Brent Hannon/TAIPEI
EVA Airways has dropped plans to purchase 12 Airbus A340-500 and -600s after posting its first loss in over three years. The privately owned Taiwanese airline was among the launch customers for the new Rolls-Royce Trent 500-powered 313/380-seat A340 family, even though it never got beyond placing a letter of intent (LoI) last November for six firm orders, plus six options, for aircraft to operate new long-haul routes.
The deal was considered a coup for Airbus, as EVA has an all-Boeing fleet and the order was its first for Airbus aircraft.
Y S Chang, chairman of parent company Evergreen, personally cancelled the letter of intent in a rare intervention into EVA operations. Significantly EVA, which had not firmed up the LoI, will pay no cancellation penalties to Airbus, says junior vice-president K W Nieh. He says the decision to cancel the A340 deal has nothing to do with pressure from Boeing to buy the rival 777-200X, but was an EVA group decision to limit capacity for the foreseeable future.
EVA's first-half loss of $17 million came despite a 9.6% rise in revenues to $591 million. EVA says that the acquisition of three Boeing 747-400s this year, along with two new Boeing MD-11 freighters, due to arrive by December, pushed the airline into the red.
After early losses, EVA has since improved financial trends, culminating in a $22 million profit last year. The 1998 first-half loss has delayed plans to list on the local stock exchange by up to two years.

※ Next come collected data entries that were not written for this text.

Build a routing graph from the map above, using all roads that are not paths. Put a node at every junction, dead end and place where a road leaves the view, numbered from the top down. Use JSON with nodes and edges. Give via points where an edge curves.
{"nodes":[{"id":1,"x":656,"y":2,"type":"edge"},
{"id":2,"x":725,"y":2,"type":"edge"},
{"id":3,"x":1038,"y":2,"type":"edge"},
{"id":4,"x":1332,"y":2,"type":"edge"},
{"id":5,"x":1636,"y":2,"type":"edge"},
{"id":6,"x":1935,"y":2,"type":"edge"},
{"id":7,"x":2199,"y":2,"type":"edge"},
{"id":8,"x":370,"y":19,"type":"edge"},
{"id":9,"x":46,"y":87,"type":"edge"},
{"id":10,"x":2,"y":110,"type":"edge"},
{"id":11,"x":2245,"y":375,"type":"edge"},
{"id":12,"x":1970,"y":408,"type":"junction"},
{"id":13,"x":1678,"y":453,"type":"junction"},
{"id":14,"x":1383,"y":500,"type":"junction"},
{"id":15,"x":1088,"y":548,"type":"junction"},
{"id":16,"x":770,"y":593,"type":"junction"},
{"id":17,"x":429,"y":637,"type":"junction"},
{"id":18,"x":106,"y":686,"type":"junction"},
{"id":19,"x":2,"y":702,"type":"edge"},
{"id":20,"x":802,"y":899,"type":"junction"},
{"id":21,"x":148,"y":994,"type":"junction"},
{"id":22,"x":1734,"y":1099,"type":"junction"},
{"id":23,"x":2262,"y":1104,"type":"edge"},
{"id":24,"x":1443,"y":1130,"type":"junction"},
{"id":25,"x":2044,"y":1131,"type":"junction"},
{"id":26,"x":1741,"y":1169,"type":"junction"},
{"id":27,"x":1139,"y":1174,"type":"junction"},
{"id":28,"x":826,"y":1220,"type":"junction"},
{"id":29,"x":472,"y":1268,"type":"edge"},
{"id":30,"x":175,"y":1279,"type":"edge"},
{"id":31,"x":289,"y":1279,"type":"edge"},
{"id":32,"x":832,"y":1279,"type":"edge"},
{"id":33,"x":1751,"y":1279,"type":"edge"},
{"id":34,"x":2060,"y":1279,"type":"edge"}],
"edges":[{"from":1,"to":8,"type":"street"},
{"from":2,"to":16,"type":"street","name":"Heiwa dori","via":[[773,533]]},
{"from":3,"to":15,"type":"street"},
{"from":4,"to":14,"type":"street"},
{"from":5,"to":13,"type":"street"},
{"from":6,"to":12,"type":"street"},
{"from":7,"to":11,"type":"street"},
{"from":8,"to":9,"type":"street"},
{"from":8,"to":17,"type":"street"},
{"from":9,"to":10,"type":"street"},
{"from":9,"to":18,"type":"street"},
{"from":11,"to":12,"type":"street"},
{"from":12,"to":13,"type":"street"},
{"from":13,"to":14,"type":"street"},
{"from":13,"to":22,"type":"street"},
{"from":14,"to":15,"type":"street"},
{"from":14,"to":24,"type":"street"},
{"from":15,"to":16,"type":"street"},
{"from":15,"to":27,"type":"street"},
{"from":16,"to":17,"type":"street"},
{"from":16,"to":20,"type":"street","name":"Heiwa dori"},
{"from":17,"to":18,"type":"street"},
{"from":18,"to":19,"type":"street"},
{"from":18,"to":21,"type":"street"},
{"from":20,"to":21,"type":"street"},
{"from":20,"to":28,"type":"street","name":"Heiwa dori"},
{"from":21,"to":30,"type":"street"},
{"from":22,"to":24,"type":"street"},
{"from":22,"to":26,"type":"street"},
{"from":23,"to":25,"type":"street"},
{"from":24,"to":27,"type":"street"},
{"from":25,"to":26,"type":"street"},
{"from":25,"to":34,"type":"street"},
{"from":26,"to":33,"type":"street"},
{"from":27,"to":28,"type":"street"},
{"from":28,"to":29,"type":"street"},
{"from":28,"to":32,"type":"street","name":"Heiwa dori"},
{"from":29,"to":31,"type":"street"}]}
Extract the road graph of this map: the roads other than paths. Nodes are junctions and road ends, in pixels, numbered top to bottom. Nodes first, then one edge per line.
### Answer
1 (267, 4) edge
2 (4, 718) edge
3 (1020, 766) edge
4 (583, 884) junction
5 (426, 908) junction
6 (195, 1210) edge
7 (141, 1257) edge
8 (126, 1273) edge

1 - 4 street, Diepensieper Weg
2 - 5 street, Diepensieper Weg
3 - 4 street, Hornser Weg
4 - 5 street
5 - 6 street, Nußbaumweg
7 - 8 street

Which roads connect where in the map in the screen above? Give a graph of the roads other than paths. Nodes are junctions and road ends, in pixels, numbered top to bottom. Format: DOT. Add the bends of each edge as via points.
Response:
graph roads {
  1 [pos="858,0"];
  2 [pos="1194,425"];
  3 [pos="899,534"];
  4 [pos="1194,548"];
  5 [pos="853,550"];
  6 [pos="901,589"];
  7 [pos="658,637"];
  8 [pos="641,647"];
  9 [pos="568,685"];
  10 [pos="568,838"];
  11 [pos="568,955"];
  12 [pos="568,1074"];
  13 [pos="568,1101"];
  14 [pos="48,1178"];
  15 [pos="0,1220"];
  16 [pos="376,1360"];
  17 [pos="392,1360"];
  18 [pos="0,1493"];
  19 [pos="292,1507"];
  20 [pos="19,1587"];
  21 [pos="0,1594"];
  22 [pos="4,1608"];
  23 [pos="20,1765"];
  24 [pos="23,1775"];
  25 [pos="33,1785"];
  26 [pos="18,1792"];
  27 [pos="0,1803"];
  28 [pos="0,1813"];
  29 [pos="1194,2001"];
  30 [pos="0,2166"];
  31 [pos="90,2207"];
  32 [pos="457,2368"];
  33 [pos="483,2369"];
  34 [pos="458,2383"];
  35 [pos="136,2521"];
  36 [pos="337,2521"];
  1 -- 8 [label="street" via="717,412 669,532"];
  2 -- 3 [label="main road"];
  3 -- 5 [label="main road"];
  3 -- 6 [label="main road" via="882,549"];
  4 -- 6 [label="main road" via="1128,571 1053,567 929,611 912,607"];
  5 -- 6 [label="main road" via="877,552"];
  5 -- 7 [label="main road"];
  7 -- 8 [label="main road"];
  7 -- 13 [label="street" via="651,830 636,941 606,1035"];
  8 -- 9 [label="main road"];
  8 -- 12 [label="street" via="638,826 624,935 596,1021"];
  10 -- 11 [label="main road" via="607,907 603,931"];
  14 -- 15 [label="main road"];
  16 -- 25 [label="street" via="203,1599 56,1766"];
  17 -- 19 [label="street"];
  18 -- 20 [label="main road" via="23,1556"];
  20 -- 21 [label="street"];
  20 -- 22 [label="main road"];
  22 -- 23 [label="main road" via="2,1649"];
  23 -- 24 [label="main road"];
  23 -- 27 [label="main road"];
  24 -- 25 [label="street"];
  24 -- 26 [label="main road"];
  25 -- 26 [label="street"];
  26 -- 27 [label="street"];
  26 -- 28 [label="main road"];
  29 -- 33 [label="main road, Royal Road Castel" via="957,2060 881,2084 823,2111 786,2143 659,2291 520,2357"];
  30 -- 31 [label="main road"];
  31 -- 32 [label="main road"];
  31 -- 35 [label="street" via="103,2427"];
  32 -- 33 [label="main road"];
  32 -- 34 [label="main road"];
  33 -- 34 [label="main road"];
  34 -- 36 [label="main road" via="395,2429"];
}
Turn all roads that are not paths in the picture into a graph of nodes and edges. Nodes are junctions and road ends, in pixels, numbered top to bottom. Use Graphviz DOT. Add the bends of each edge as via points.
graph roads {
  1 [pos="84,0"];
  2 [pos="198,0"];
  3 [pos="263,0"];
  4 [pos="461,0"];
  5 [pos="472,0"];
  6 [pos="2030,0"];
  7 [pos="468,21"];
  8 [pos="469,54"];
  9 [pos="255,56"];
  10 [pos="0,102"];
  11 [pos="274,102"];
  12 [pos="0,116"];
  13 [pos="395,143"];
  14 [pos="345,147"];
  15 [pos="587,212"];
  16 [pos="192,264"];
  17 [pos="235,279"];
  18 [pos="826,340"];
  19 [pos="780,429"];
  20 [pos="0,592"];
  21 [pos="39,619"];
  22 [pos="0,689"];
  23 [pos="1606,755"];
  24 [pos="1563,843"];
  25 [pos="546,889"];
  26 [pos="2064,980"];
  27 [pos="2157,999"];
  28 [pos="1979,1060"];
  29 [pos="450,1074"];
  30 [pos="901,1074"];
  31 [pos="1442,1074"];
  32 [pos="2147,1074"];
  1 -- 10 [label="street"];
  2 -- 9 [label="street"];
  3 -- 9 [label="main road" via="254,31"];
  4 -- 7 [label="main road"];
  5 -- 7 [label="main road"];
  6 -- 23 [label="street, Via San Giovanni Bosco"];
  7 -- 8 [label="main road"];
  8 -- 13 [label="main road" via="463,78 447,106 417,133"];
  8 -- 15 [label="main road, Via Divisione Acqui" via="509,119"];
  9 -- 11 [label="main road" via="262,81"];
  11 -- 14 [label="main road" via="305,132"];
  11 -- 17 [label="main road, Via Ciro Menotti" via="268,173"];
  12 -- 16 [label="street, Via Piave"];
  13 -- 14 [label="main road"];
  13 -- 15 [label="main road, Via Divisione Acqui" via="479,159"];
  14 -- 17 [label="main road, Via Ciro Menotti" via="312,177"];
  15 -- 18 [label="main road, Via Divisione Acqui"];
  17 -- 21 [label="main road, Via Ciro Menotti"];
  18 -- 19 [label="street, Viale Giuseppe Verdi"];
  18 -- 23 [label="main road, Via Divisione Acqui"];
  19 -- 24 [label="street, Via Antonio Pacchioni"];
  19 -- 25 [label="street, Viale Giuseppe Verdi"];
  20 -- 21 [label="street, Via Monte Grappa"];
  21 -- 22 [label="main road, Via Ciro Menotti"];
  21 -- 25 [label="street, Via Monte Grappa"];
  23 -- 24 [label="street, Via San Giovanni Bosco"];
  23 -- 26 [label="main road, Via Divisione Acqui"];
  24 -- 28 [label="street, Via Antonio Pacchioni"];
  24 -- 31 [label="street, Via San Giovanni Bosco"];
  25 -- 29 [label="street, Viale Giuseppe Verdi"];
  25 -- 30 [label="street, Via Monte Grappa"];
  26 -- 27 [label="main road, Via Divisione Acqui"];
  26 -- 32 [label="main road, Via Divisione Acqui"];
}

EVA's load factor fell to 70.5% for the first six months of this year, down 3%from the same period in 1997, and yields dropped in the wake of price cutting by rival China Airlines (CAL), which wanted to boost traffic after its February Airbus A300 crash which killed 202 people. CAL earlier announced a 1998 first-half loss of $45 million, its first deficit in 12 years.
The CAL A300 accident, followed closely by a Formosa Airlines crash which killed 13 people in March, eroded travellers' confidence in Taiwan, cutting outbound travel by 10% in the first six months of the year, says the Taiwan Tourism Bureau.